(Dataset entries)

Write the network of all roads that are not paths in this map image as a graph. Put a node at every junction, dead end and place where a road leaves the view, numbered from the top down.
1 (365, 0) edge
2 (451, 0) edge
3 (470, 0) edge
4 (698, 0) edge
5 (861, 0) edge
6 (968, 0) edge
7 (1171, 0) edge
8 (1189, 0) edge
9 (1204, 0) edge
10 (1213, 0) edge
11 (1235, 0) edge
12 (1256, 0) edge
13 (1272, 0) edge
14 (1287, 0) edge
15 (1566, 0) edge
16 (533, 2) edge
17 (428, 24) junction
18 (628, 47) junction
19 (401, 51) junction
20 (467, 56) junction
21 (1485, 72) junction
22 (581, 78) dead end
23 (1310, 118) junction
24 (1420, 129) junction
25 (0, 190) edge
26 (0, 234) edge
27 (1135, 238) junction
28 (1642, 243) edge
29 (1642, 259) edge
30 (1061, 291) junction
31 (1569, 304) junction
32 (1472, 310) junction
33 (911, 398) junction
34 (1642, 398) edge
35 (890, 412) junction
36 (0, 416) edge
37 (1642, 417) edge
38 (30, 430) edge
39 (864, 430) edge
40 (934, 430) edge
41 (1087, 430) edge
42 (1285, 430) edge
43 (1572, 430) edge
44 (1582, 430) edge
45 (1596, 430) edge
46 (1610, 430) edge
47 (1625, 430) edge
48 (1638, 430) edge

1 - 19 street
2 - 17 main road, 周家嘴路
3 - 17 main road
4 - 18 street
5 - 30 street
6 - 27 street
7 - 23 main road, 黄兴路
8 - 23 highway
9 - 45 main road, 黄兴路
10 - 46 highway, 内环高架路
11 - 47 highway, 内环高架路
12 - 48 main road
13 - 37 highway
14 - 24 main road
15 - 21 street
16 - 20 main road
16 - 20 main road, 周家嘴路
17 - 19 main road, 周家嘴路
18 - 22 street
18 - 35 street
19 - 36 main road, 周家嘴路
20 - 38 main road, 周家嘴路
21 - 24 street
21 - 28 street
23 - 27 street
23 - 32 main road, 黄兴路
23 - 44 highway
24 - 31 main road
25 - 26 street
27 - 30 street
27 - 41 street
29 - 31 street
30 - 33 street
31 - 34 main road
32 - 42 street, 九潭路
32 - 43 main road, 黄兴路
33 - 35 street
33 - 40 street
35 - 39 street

# Goal of the exercise:
If a line in the data above includes the string "周家嘴路", copy it.

# Exercise response:
2 - 17 main road, 周家嘴路
16 - 20 main road, 周家嘴路
17 - 19 main road, 周家嘴路
19 - 36 main road, 周家嘴路
20 - 38 main road, 周家嘴路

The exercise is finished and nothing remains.